Goal of the exercise: Each line of the records that includes "highway" should be found and copied.

Records to use:
---------------

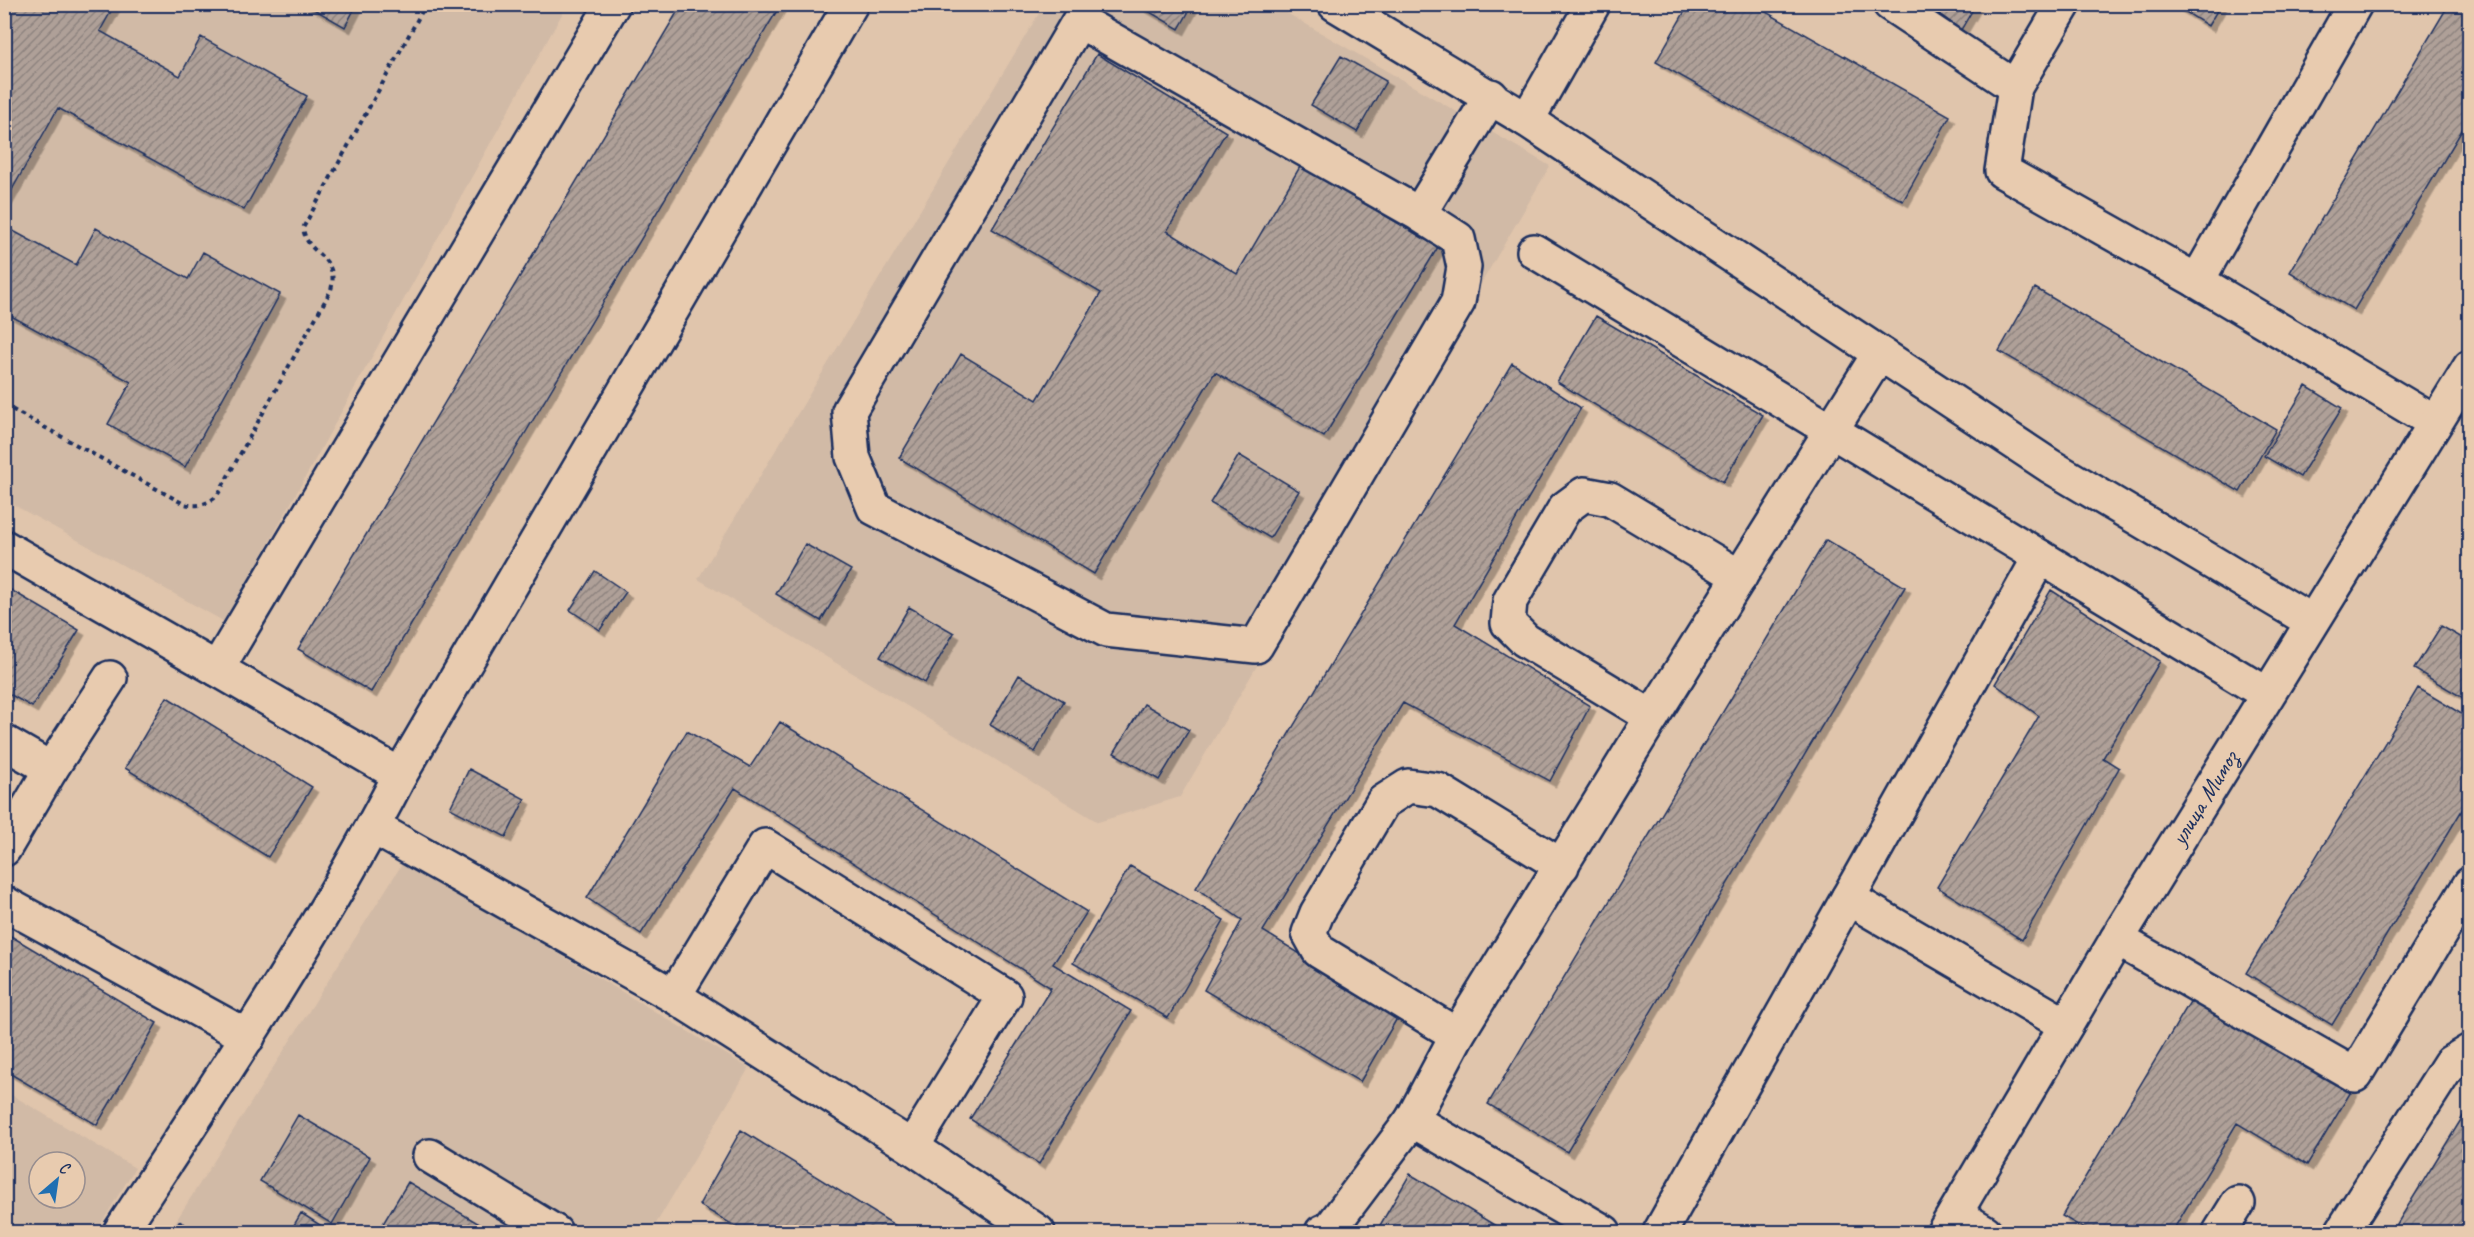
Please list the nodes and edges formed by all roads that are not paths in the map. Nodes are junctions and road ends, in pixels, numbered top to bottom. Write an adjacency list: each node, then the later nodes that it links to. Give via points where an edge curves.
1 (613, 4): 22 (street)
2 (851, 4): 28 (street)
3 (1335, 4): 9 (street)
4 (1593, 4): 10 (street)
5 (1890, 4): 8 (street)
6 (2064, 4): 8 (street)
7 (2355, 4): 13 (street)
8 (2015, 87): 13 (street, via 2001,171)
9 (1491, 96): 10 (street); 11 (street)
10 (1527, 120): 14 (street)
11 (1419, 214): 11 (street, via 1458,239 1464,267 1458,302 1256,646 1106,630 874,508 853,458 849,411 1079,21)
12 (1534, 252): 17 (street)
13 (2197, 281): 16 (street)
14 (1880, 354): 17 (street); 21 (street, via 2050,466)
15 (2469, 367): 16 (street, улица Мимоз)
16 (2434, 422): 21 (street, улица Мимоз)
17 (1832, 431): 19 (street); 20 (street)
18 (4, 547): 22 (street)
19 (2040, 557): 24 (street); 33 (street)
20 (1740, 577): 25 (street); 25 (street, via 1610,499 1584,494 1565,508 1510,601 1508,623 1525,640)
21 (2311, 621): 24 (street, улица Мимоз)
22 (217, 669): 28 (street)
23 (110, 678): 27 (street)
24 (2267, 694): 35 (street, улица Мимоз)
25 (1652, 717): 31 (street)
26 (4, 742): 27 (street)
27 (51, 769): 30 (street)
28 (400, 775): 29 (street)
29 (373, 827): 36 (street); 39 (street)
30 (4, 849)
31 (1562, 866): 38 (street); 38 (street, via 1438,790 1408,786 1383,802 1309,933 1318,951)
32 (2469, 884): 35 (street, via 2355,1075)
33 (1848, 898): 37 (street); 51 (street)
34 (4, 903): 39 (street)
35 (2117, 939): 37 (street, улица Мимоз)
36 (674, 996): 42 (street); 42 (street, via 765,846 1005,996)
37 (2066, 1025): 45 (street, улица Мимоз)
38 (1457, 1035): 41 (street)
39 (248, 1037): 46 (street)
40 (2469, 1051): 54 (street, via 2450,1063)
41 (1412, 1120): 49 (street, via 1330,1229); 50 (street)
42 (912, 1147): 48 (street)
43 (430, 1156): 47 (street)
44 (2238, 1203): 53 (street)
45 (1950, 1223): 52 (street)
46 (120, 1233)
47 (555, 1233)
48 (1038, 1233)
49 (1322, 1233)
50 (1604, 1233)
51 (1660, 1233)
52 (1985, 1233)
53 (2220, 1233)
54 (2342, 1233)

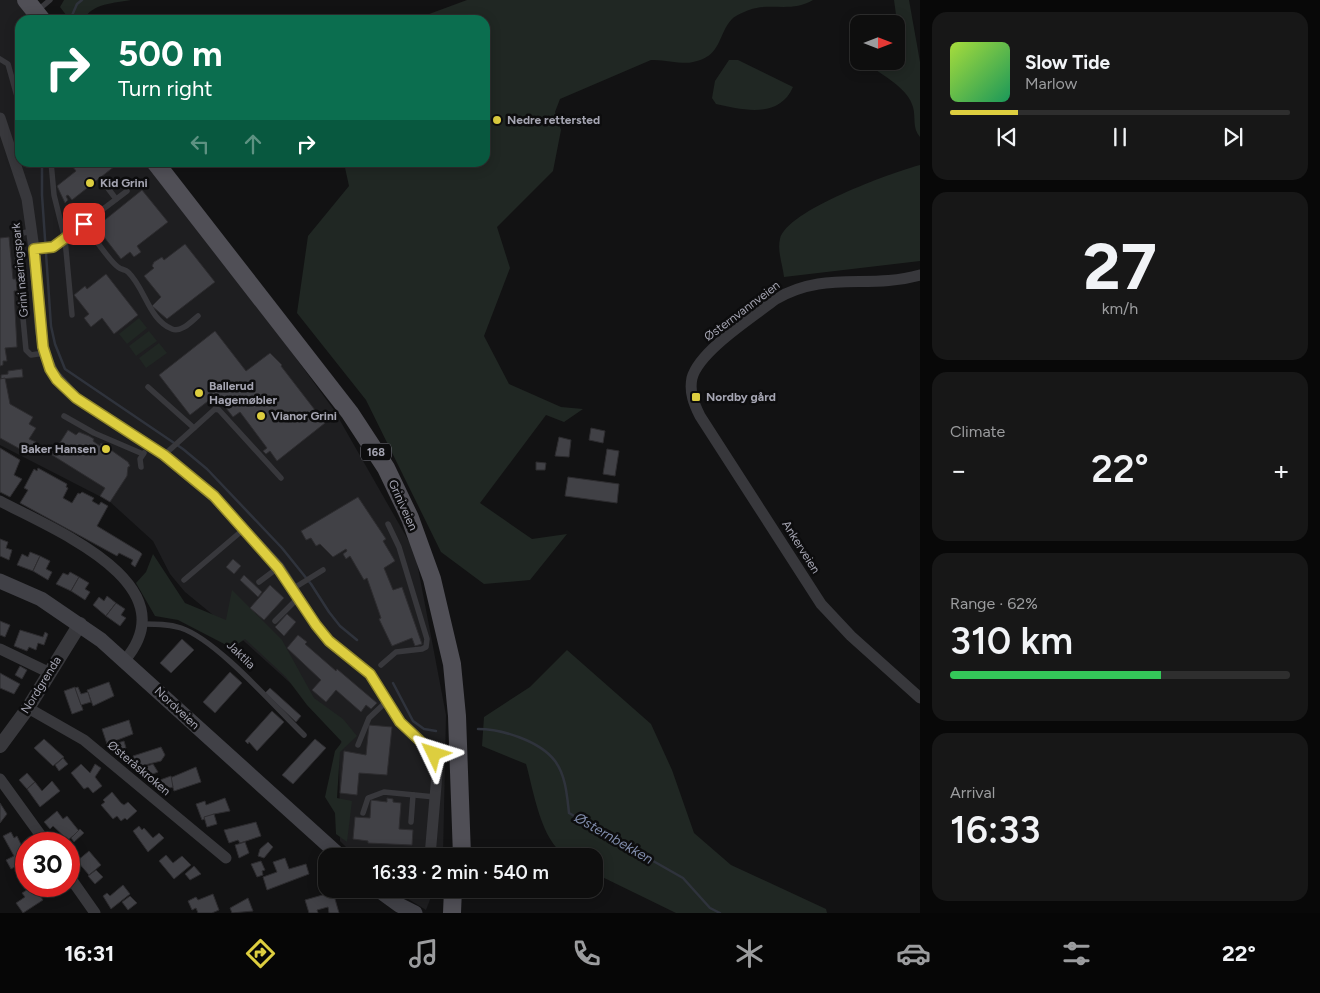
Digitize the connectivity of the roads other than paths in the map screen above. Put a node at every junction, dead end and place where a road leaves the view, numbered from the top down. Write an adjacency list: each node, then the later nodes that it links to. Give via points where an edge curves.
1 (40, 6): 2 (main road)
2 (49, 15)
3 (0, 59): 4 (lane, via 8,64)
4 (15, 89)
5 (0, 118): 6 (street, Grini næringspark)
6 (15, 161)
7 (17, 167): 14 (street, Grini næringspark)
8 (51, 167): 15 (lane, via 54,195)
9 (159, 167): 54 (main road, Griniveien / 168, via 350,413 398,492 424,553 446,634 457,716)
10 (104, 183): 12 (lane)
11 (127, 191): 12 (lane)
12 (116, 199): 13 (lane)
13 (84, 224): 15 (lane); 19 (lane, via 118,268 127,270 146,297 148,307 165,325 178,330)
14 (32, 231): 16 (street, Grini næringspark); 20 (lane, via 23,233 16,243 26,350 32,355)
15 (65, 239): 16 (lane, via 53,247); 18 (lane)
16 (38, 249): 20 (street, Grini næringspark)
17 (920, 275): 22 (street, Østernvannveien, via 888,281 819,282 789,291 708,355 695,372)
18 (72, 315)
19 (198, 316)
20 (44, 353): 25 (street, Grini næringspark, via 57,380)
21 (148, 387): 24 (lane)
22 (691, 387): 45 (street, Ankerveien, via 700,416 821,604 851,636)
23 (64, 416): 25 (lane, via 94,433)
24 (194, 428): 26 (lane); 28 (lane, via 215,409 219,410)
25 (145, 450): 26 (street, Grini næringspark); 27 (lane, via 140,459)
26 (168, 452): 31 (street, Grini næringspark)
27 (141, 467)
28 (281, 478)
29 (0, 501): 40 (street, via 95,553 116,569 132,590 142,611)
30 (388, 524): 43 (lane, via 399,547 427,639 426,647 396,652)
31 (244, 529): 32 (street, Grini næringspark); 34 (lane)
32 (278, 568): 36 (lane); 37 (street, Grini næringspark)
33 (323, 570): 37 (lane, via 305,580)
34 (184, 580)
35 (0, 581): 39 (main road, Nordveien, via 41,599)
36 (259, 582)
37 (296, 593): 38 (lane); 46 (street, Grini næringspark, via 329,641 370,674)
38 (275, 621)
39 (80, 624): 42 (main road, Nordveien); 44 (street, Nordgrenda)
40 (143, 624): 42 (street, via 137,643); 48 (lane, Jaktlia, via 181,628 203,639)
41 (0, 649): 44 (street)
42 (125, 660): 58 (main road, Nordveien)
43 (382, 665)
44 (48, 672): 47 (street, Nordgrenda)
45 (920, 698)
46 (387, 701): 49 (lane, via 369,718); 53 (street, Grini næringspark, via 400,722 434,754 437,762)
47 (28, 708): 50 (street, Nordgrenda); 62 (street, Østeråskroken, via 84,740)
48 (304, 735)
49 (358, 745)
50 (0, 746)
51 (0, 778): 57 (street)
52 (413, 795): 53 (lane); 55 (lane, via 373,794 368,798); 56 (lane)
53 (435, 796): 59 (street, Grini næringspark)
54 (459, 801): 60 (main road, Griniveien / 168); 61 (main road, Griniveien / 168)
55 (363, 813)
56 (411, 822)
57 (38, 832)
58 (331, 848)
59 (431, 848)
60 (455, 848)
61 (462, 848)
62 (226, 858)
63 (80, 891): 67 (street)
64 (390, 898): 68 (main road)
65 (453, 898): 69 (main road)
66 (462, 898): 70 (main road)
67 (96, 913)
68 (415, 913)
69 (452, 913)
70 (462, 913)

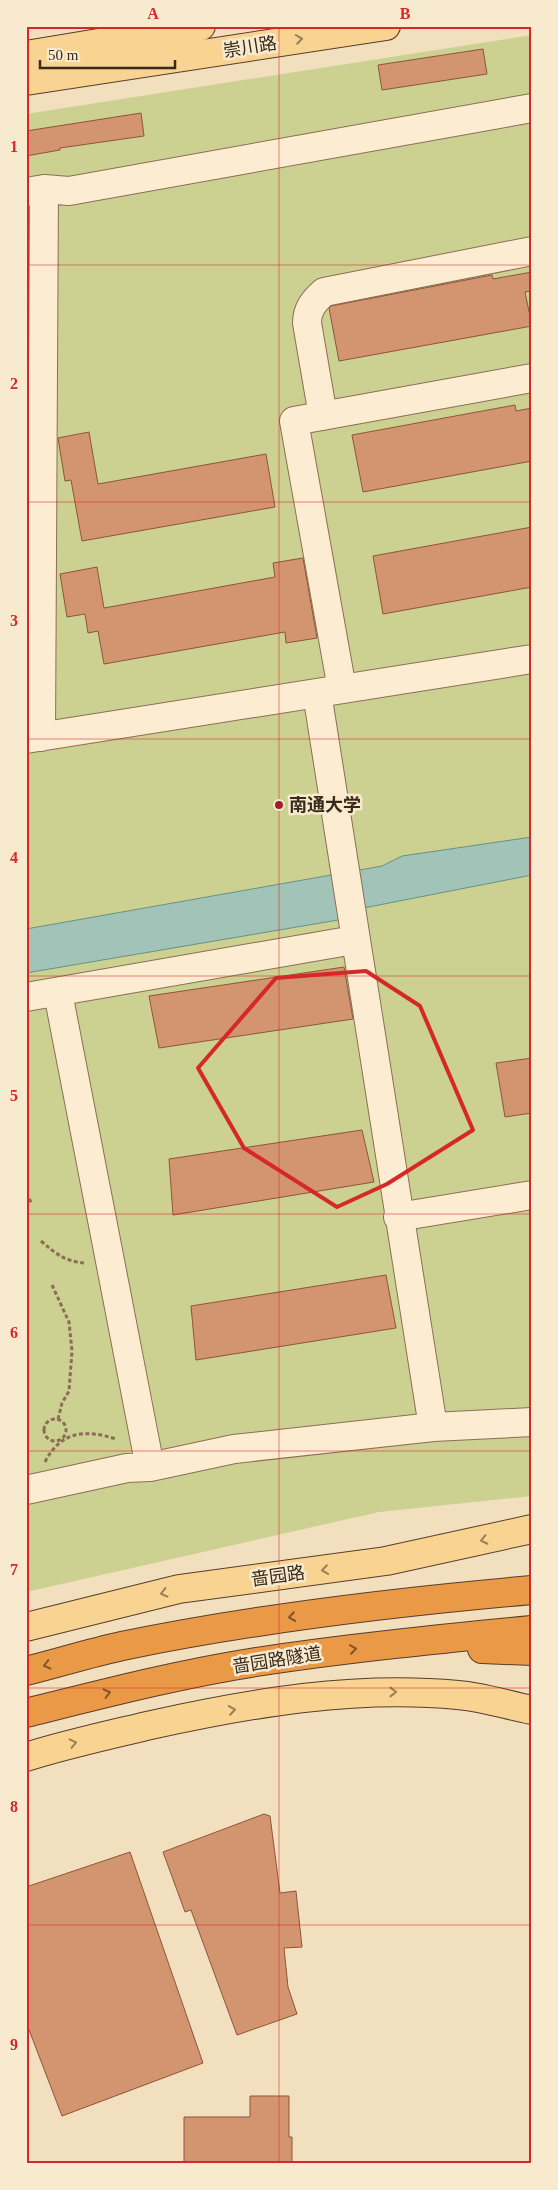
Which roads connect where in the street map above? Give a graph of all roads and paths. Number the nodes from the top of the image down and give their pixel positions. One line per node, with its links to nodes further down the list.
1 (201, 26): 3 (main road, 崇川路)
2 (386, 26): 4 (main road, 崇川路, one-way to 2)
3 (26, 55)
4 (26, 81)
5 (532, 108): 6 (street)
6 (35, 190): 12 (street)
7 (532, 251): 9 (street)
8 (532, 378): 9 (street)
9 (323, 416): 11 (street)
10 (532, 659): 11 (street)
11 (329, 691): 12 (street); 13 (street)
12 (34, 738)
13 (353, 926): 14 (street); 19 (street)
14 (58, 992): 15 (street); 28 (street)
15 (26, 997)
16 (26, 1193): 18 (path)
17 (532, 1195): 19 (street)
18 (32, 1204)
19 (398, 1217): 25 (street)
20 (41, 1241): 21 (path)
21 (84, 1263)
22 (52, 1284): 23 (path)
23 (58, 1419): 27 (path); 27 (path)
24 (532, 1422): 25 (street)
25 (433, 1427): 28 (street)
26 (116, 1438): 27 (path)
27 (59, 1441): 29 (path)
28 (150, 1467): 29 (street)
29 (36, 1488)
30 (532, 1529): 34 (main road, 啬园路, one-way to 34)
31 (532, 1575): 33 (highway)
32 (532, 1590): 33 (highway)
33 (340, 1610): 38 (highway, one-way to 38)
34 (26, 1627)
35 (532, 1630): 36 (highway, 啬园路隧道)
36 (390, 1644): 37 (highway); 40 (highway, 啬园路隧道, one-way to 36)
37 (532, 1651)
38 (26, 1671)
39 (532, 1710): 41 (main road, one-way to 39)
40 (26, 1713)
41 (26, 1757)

---------------

Completed task:
31 (532, 1575): 33 (highway)
32 (532, 1590): 33 (highway)
33 (340, 1610): 38 (highway, one-way to 38)
35 (532, 1630): 36 (highway, 啬园路隧道)
36 (390, 1644): 37 (highway); 40 (highway, 啬园路隧道, one-way to 36)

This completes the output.